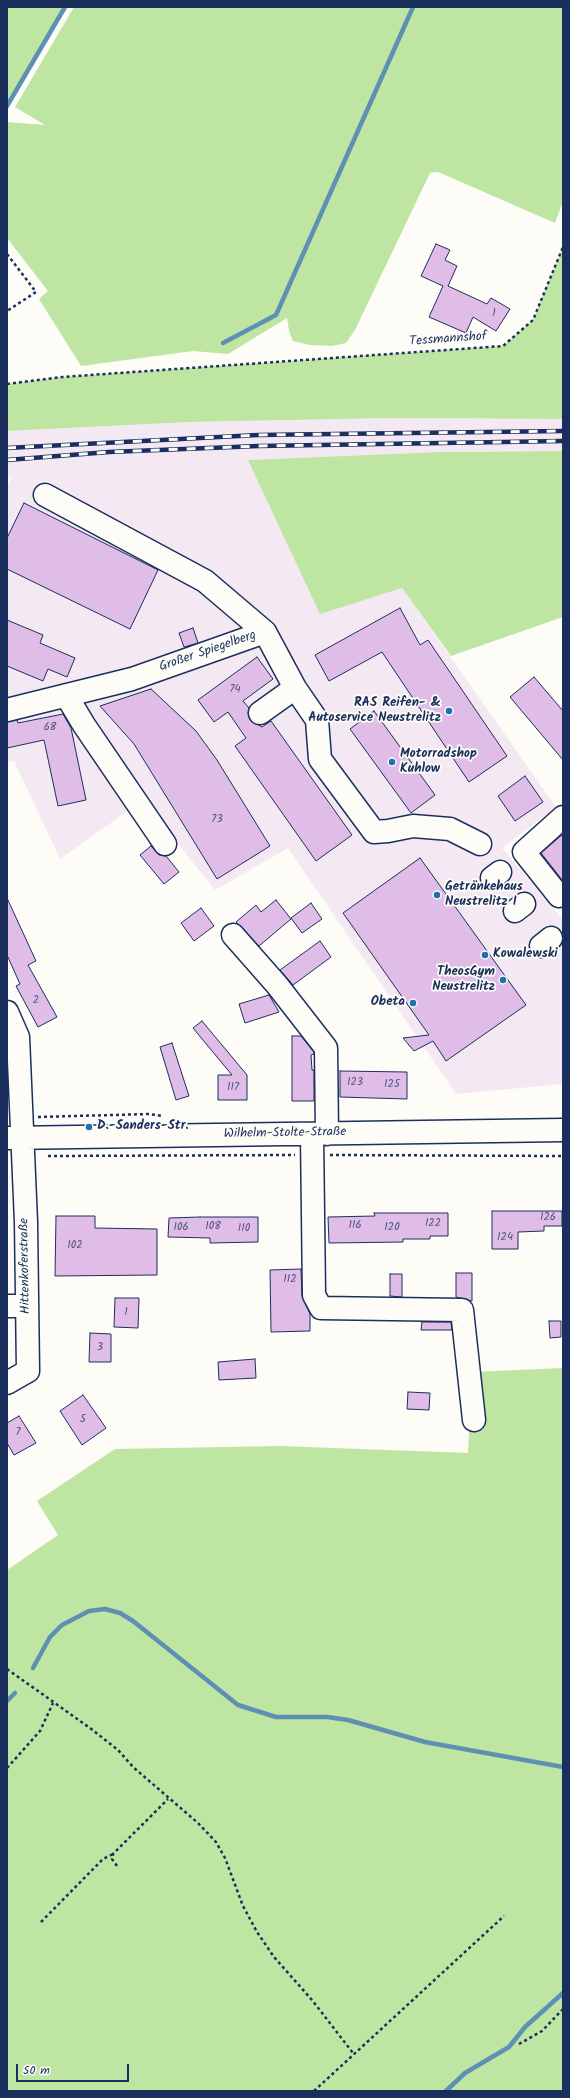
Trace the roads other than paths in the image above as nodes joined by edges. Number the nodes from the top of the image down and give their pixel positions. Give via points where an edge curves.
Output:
1 (45, 495) dead end
2 (265, 632) junction
3 (295, 688) junction
4 (66, 695) junction
5 (11, 709) edge
6 (260, 713) dead end
7 (563, 817) edge
8 (165, 844) dead end
9 (480, 844) dead end
10 (563, 893) edge
11 (233, 935) dead end
12 (7, 1012) edge
13 (563, 1130) edge
14 (319, 1134) junction
15 (15, 1138) edge
16 (17, 1306) edge
17 (7, 1383) edge
18 (474, 1420) dead end

1 - 2 street via 205,581
2 - 3 street
2 - 4 street, Großer Spiegelberg via 132,679
3 - 6 street
3 - 9 street via 317,720 320,759 374,832 388,832 413,826 450,829
4 - 5 street, Großer Spiegelberg
4 - 8 street
7 - 10 street via 524,852 559,896
11 - 14 street via 277,985 326,1048
12 - 15 street, Hittenkoferstraße via 18,1037
13 - 14 street, Wilhelm-Stolte-Straße
14 - 15 street, Wilhelm-Stolte-Straße
14 - 18 street via 314,1295 320,1308 462,1310
15 - 16 street, Hittenkoferstraße via 26,1222
16 - 17 street, Hittenkoferstraße via 28,1371

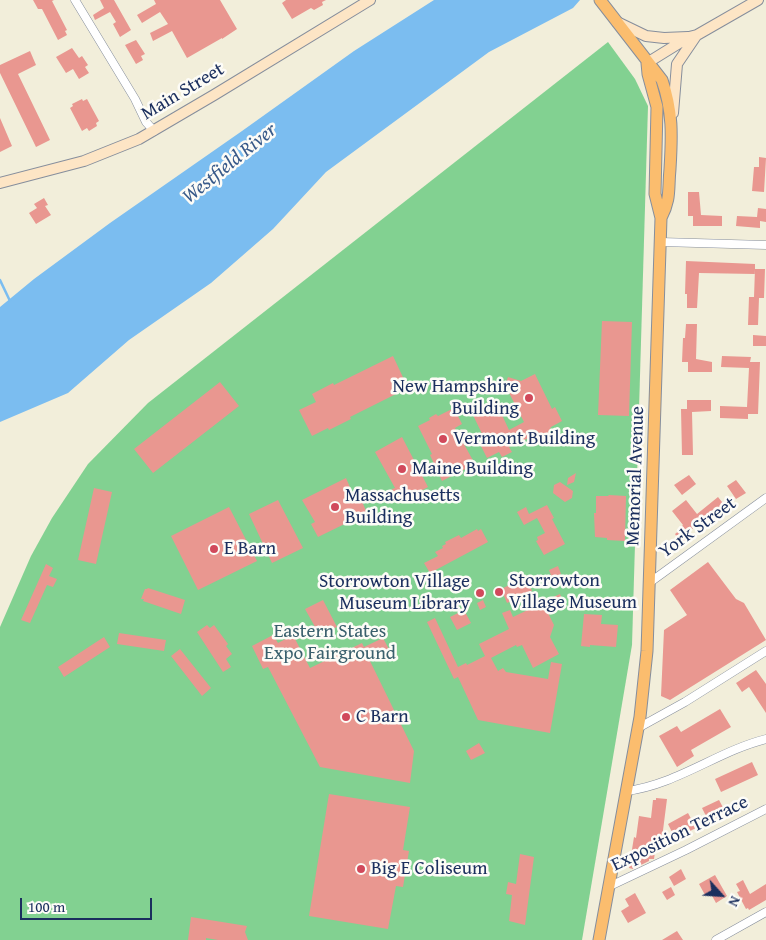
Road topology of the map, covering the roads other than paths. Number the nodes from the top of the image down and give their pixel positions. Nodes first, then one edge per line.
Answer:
1 (75, 0) edge
2 (370, 0) edge
3 (600, 0) edge
4 (758, 0) edge
5 (617, 22) junction
6 (693, 36) junction
7 (648, 63) junction
8 (154, 130) junction
9 (672, 134) junction
10 (0, 183) edge
11 (661, 218) junction
12 (661, 242) junction
13 (766, 245) edge
14 (766, 498) edge
15 (650, 583) junction
16 (766, 651) edge
17 (638, 728) junction
18 (766, 739) edge
19 (626, 791) junction
20 (766, 809) edge
21 (608, 887) junction
22 (766, 912) edge
23 (599, 940) edge
24 (716, 940) edge

1 - 8 street
2 - 8 main road, Main Street
3 - 5 main road, Memorial Avenue
4 - 6 main road
5 - 6 main road
5 - 7 main road, Memorial Avenue
6 - 7 main road
6 - 9 main road
7 - 9 main road, Memorial Avenue
7 - 11 main road, Memorial Avenue
8 - 10 main road, Main Street
9 - 11 main road, Memorial Avenue
11 - 12 main road, Memorial Avenue
12 - 13 street
12 - 15 main road, Memorial Avenue
14 - 15 street, York Street
15 - 17 main road, Memorial Avenue
16 - 17 street
17 - 19 main road, Memorial Avenue
18 - 19 street
19 - 21 main road, Memorial Avenue
20 - 21 street, Exposition Terrace
21 - 23 main road, Memorial Avenue
22 - 24 street

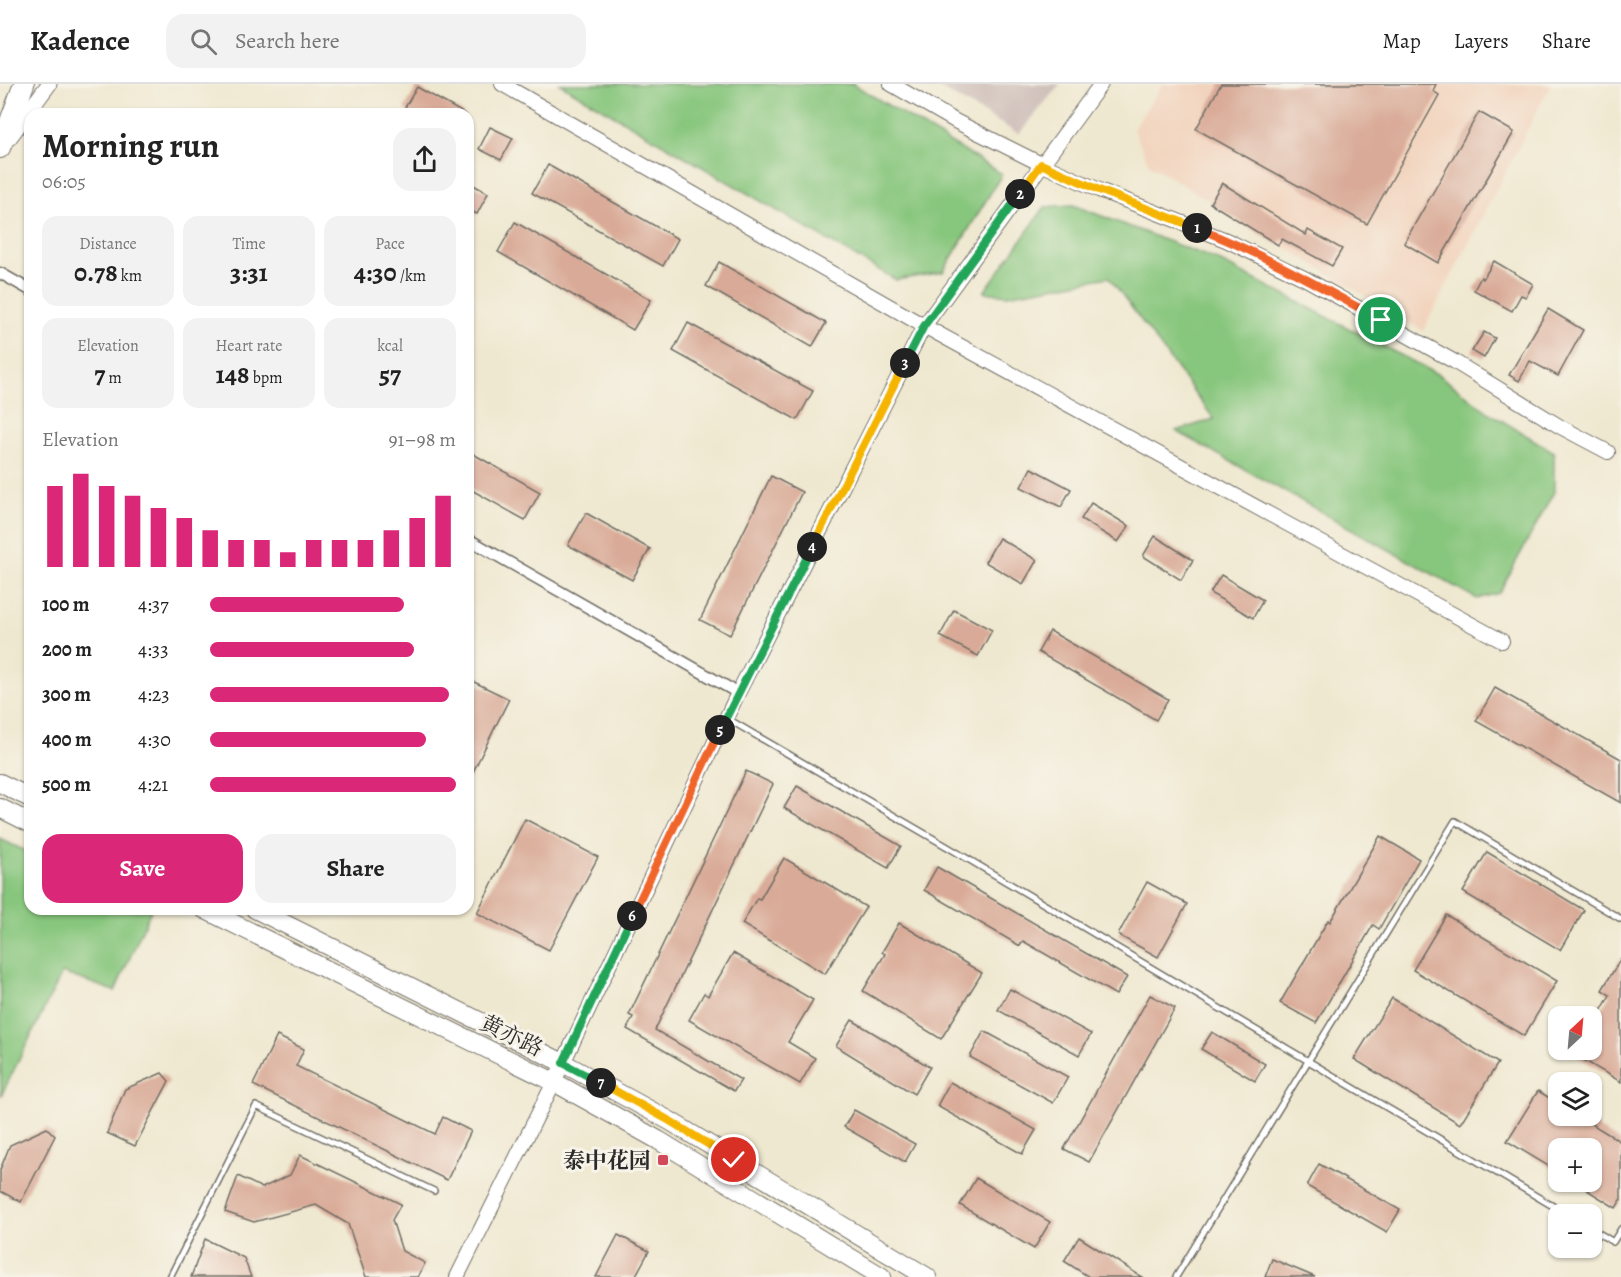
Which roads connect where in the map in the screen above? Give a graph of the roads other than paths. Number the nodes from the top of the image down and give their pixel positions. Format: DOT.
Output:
graph roads {
  1 [pos="24,84"];
  2 [pos="49,84"];
  3 [pos="502,84"];
  4 [pos="891,84"];
  5 [pos="1101,84"];
  6 [pos="31,108"];
  7 [pos="24,117"];
  8 [pos="0,149"];
  9 [pos="1041,164"];
  10 [pos="0,273"];
  11 [pos="24,287"];
  12 [pos="924,326"];
  13 [pos="1608,452"];
  14 [pos="474,542"];
  15 [pos="1502,641"];
  16 [pos="738,693"];
  17 [pos="726,718"];
  18 [pos="0,783"];
  19 [pos="24,795"];
  20 [pos="0,808"];
  21 [pos="24,820"];
  22 [pos="216,915"];
  23 [pos="267,915"];
  24 [pos="1621,920"];
  25 [pos="1309,1061"];
  26 [pos="563,1063"];
  27 [pos="554,1082"];
  28 [pos="434,1191"];
  29 [pos="1550,1204"];
  30 [pos="1621,1229"];
  31 [pos="1602,1235"];
  32 [pos="170,1277"];
  33 [pos="457,1277"];
  34 [pos="882,1277"];
  35 [pos="927,1277"];
  36 [pos="1176,1277"];
  1 -- 8 [label="highway"];
  2 -- 6 [label="main road"];
  3 -- 12 [label="street"];
  4 -- 9 [label="street"];
  5 -- 9 [label="street"];
  7 -- 8 [label="main road"];
  9 -- 12 [label="street"];
  9 -- 13 [label="street"];
  10 -- 11 [label="street"];
  12 -- 15 [label="street"];
  12 -- 16 [label="street"];
  14 -- 16 [label="street"];
  16 -- 17 [label="street"];
  17 -- 25 [label="lane"];
  17 -- 26 [label="street"];
  18 -- 19 [label="main road"];
  20 -- 21 [label="main road"];
  22 -- 27 [label="main road, 黄亦路"];
  23 -- 26 [label="main road, 黄亦路"];
  24 -- 25 [label="lane"];
  25 -- 29 [label="lane"];
  25 -- 36 [label="lane"];
  26 -- 27 [label="street"];
  26 -- 35 [label="main road, 黄亦路"];
  27 -- 33 [label="street"];
  27 -- 34 [label="main road, 黄亦路"];
  28 -- 32 [label="lane"];
  30 -- 31 [label="lane"];
}
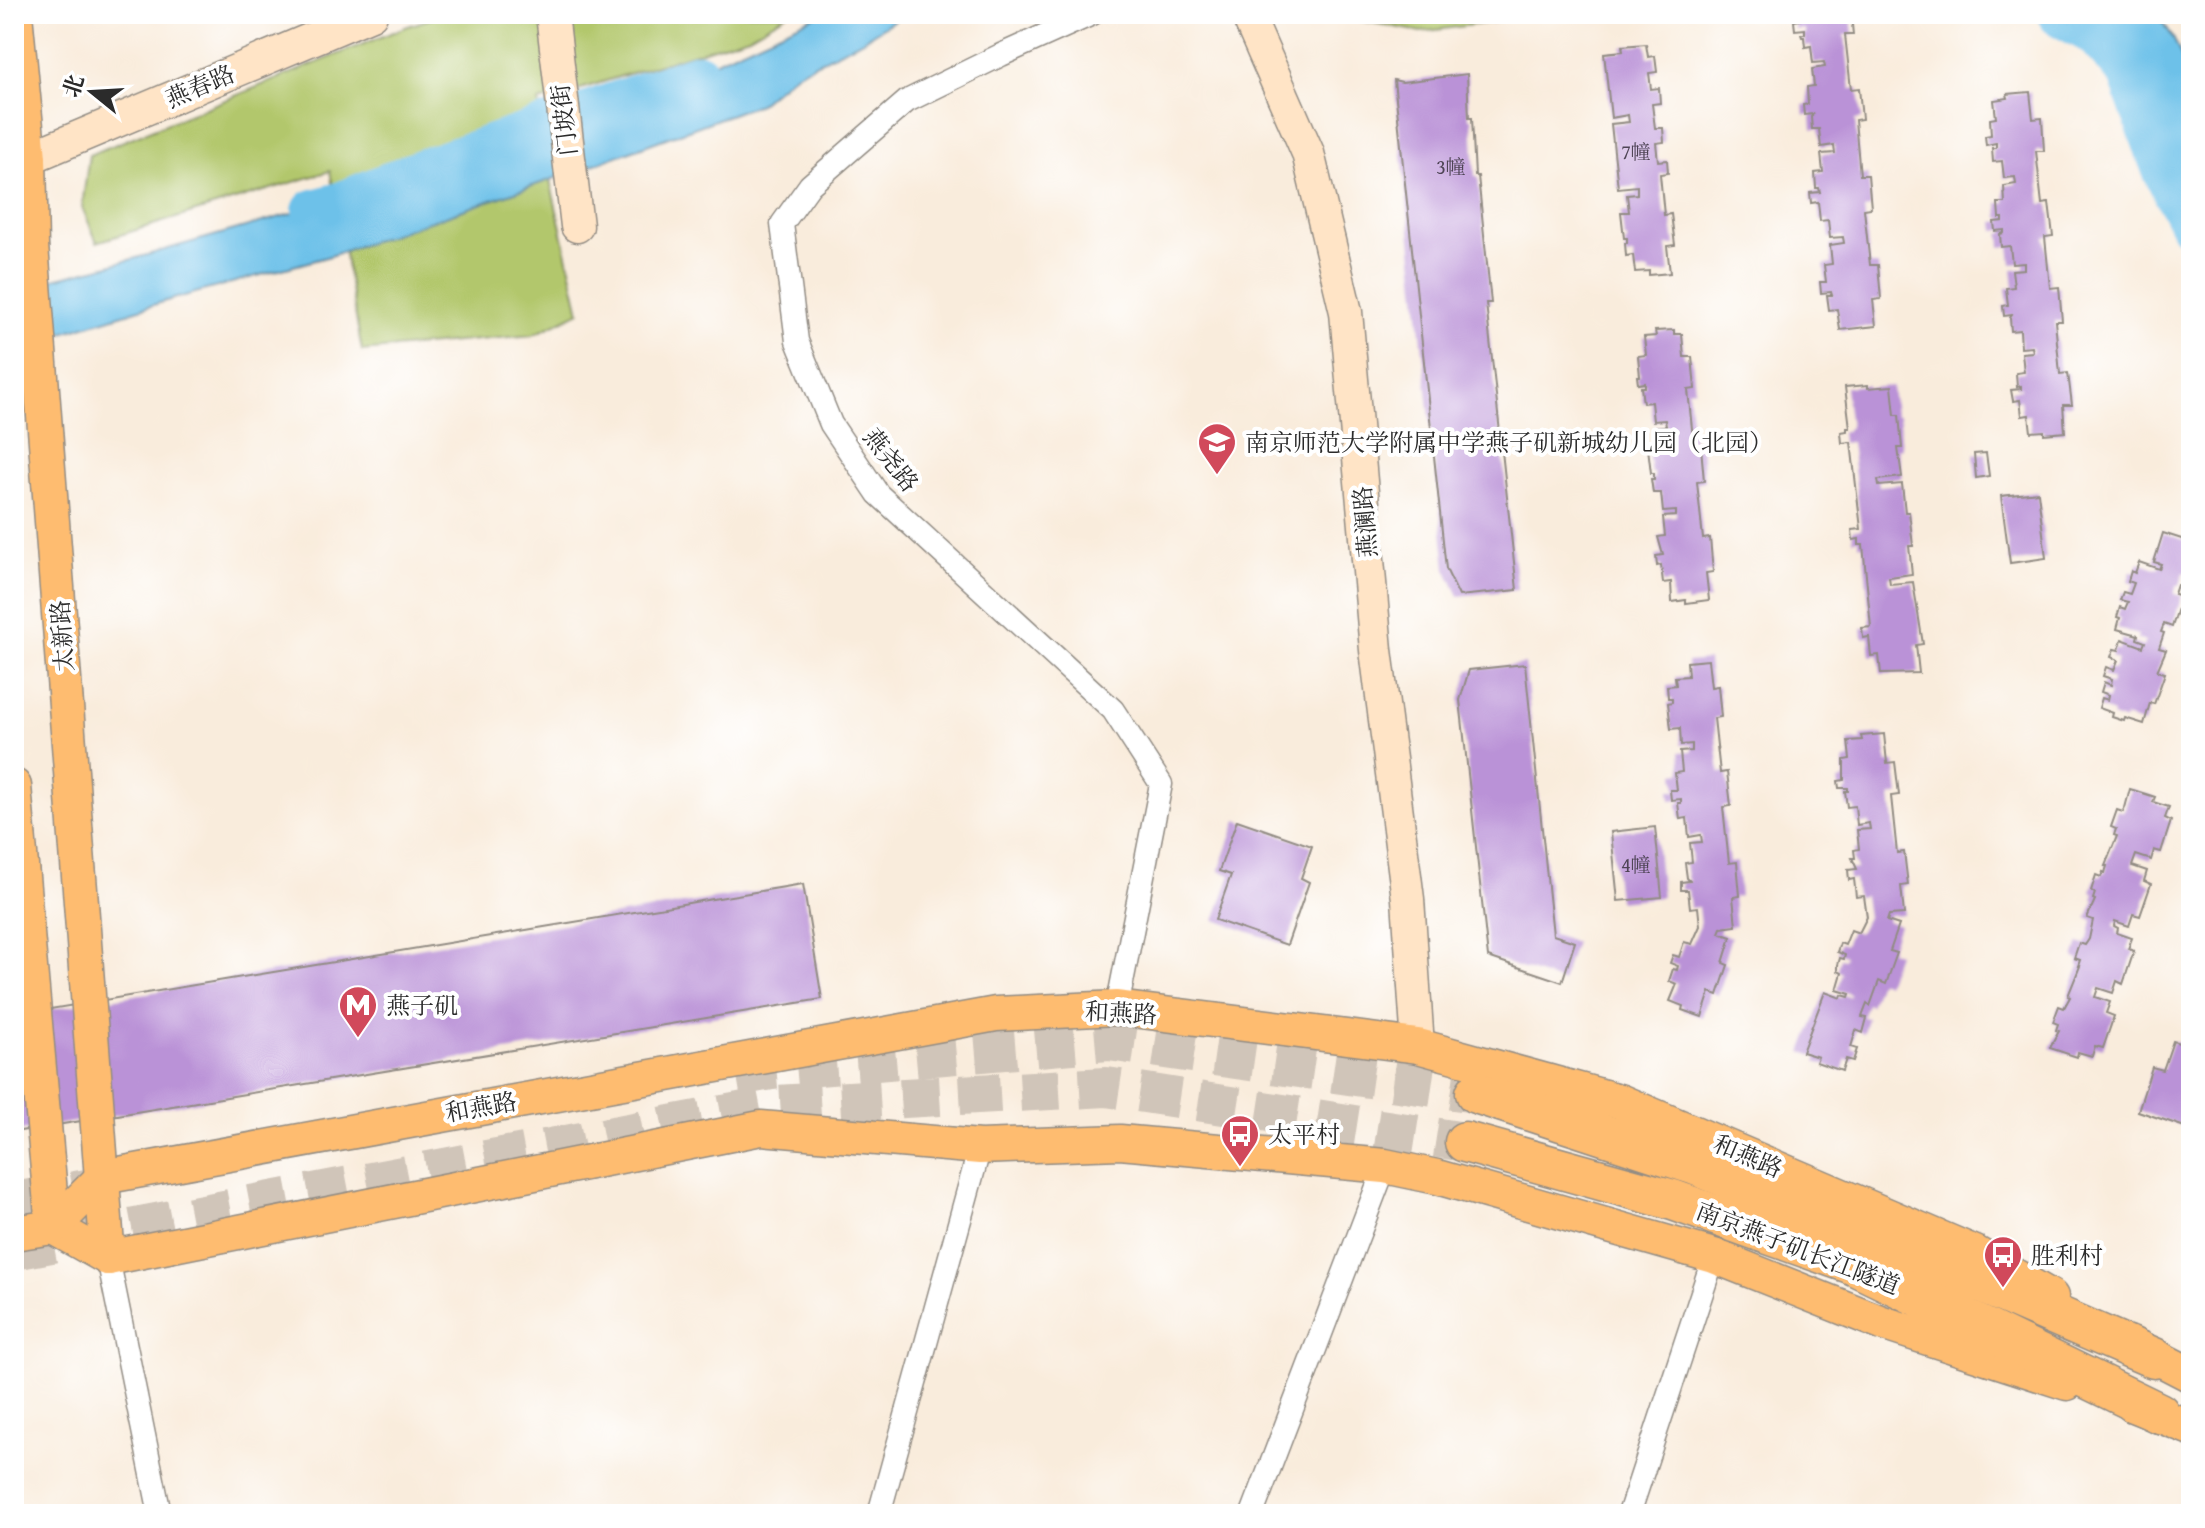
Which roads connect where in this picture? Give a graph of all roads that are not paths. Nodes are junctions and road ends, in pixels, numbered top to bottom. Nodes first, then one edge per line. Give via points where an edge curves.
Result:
########################################
▸ GOAL OF THE EXERCISE:
Every line in the records that holds the word "first" should be copied into the answer.

▸ RESPONSE AREA:
Road topology of the map, covering the roads other than paths. Number the nodes from the top of the image down and give their pixel positions. Nodes first, then one edge per line.
Which roads connect where in this picture? Give a graph of all roads that are not paths. Nodes are junctions and road ends, in pixels, numbered top to bottom. Nodes first, then one edge per line. Give via points where an edge curves.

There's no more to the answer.